The second row of your matrix says that $(7-a)x_1=0$

So either $a=7$ or $x_1=0$

The fourth row of your matrix says that $(7-a)x_3=0$

So either $a=7$ or $x_3=0$

The third row says that $(7-a)x_2+x_3=-2$

If $a=7$, then $x_3=-2$

If $a \ne 7$, then you have $x_3=0$ from the fourth row, so $x_2={2 \over a-7}$

The first row says that $x_1+2x_2+2x_3+ax_4=2$

If $a \ne 7$, then $0+{4 \over a-7}+0+ax_4=2$, so $a_4=2-{4 \over a-7}$ (single solution $x_1=0$, $x_2={2 \over a-7}$, $x_3=0$, $x_4={2a-18 \over a-7}$)

If $a=7$, then $x_1+2x_2-4+7x_4=2 \Rightarrow x_1+2x_2+7x_4=6$ (infinite number of solutions)

Answer 2

Permuting the columns,

$$\det \left[ \begin{array}{ccc|c} 1 & 2 & 3 & a\\ \hline 7-a & 0 & 0 & 0\\ 0 & 7-a & 1 & 0\\ 0 & 0 & 7-a & 0\\ \end{array} \right] = \pm \det \left[ \begin{array}{c|ccc} a & 1 & 2 & 3\\ \hline 0 & 7-a & 0 & 0\\ 0 & 0 & 7-a & 1\\ 0 & 0 & 0 & 7-a\\ \end{array} \right] = \pm a (7-a)^3$$

Thus, if $a = 0$ or $a = 7$, then the matrices above are singular and the linear system being studied either has infinitely many solutions or it has none.
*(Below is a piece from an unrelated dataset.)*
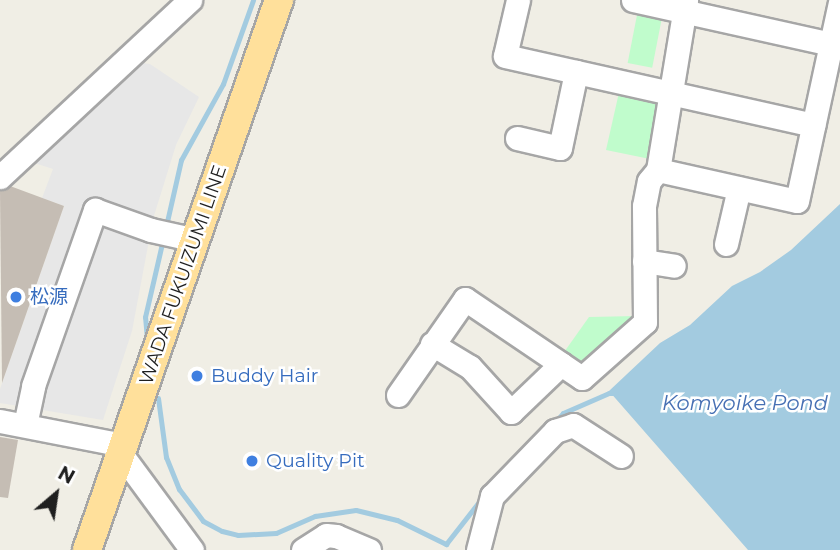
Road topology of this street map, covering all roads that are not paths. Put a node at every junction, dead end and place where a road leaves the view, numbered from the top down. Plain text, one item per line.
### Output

We have three cases to consider.

---

$a \neq 0$ and $a \neq 7$

The linear system has the unique solution

$$\begin{bmatrix} 0\\ \dfrac{1}{a-7}\\ 0\\ \dfrac{2a-16}{a (a-7)}\end{bmatrix}$$

---

$a = 0$

The 4th column is zero, i.e., $x_4$ is free. However, the system is then inconsistent, as $-\frac{2}{7} \neq 2$.

---

$a = 7$

The southwest $3 \times 3$ block contains only zeros on the main diagonal. There are two degrees of freedom. The solution set is the $2$-dimensional affine space

$$\begin{bmatrix} 0\\ 0\\ -1\\ \frac{5}{7}\end{bmatrix} + \gamma_1 \begin{bmatrix} 1\\ 0\\ 0\\ -\frac{1}{7}\end{bmatrix} + \gamma_2 \begin{bmatrix} 0\\ 1\\ 0\\ -\frac{2}{7}\end{bmatrix}$$